Task to complete:
With nothing added and nothing dropped, write out all of the entries below.

────────────────────────────────────────

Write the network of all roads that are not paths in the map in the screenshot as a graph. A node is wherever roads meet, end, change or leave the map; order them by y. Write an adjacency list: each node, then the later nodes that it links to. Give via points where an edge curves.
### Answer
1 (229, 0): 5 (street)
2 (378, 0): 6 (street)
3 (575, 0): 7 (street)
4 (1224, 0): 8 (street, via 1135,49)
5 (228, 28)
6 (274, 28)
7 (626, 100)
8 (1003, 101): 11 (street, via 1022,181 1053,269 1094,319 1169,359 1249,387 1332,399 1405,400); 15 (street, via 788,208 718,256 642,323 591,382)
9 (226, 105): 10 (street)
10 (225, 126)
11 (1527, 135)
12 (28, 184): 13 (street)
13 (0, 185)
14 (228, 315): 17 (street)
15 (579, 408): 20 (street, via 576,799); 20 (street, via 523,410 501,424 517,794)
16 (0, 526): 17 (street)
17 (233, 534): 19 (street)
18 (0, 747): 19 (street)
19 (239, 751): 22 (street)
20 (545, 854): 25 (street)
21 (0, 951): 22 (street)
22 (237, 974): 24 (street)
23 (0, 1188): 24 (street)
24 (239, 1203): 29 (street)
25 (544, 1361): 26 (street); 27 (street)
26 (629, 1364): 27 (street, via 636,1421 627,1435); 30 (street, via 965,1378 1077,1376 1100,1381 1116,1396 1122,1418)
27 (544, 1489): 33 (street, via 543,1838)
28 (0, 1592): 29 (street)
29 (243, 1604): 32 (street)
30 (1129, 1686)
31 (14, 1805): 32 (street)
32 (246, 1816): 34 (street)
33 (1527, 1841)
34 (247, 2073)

────────────────────────────────────────

Solved exercise:
Write the network of all roads that are not paths in the map in the screenshot as a graph. A node is wherever roads meet, end, change or leave the map; order them by y. Write an adjacency list: each node, then the later nodes that it links to. Give via points where an edge curves.
### Answer
1 (229, 0): 5 (street)
2 (378, 0): 6 (street)
3 (575, 0): 7 (street)
4 (1224, 0): 8 (street, via 1135,49)
5 (228, 28)
6 (274, 28)
7 (626, 100)
8 (1003, 101): 11 (street, via 1022,181 1053,269 1094,319 1169,359 1249,387 1332,399 1405,400); 15 (street, via 788,208 718,256 642,323 591,382)
9 (226, 105): 10 (street)
10 (225, 126)
11 (1527, 135)
12 (28, 184): 13 (street)
13 (0, 185)
14 (228, 315): 17 (street)
15 (579, 408): 20 (street, via 576,799); 20 (street, via 523,410 501,424 517,794)
16 (0, 526): 17 (street)
17 (233, 534): 19 (street)
18 (0, 747): 19 (street)
19 (239, 751): 22 (street)
20 (545, 854): 25 (street)
21 (0, 951): 22 (street)
22 (237, 974): 24 (street)
23 (0, 1188): 24 (street)
24 (239, 1203): 29 (street)
25 (544, 1361): 26 (street); 27 (street)
26 (629, 1364): 27 (street, via 636,1421 627,1435); 30 (street, via 965,1378 1077,1376 1100,1381 1116,1396 1122,1418)
27 (544, 1489): 33 (street, via 543,1838)
28 (0, 1592): 29 (street)
29 (243, 1604): 32 (street)
30 (1129, 1686)
31 (14, 1805): 32 (street)
32 (246, 1816): 34 (street)
33 (1527, 1841)
34 (247, 2073)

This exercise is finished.